- Opening Delimiter -
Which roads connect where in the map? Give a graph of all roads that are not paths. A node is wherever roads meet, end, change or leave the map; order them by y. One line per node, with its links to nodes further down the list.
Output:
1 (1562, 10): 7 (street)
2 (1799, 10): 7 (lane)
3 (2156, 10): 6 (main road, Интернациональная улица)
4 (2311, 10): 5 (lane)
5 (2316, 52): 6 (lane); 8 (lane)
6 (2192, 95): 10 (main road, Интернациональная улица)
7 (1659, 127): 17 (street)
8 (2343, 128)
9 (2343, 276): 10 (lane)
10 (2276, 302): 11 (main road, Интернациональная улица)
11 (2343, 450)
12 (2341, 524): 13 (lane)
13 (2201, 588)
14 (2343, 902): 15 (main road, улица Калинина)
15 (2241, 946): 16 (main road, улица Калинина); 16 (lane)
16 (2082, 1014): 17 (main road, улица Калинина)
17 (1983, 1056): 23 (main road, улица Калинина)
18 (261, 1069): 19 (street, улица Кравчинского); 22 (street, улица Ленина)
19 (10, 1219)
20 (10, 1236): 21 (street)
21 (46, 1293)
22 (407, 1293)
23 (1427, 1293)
- Closing Delimiter -
# Exercise directions:
Print out the whole listing, with every line exactly as it appears.

# Task solution:
Which roads connect where in the map? Give a graph of all roads that are not paths. A node is wherever roads meet, end, change or leave the map; order them by y. One line per node, with its links to nodes further down the list.
Output:
1 (1562, 10): 7 (street)
2 (1799, 10): 7 (lane)
3 (2156, 10): 6 (main road, Интернациональная улица)
4 (2311, 10): 5 (lane)
5 (2316, 52): 6 (lane); 8 (lane)
6 (2192, 95): 10 (main road, Интернациональная улица)
7 (1659, 127): 17 (street)
8 (2343, 128)
9 (2343, 276): 10 (lane)
10 (2276, 302): 11 (main road, Интернациональная улица)
11 (2343, 450)
12 (2341, 524): 13 (lane)
13 (2201, 588)
14 (2343, 902): 15 (main road, улица Калинина)
15 (2241, 946): 16 (main road, улица Калинина); 16 (lane)
16 (2082, 1014): 17 (main road, улица Калинина)
17 (1983, 1056): 23 (main road, улица Калинина)
18 (261, 1069): 19 (street, улица Кравчинского); 22 (street, улица Ленина)
19 (10, 1219)
20 (10, 1236): 21 (street)
21 (46, 1293)
22 (407, 1293)
23 (1427, 1293)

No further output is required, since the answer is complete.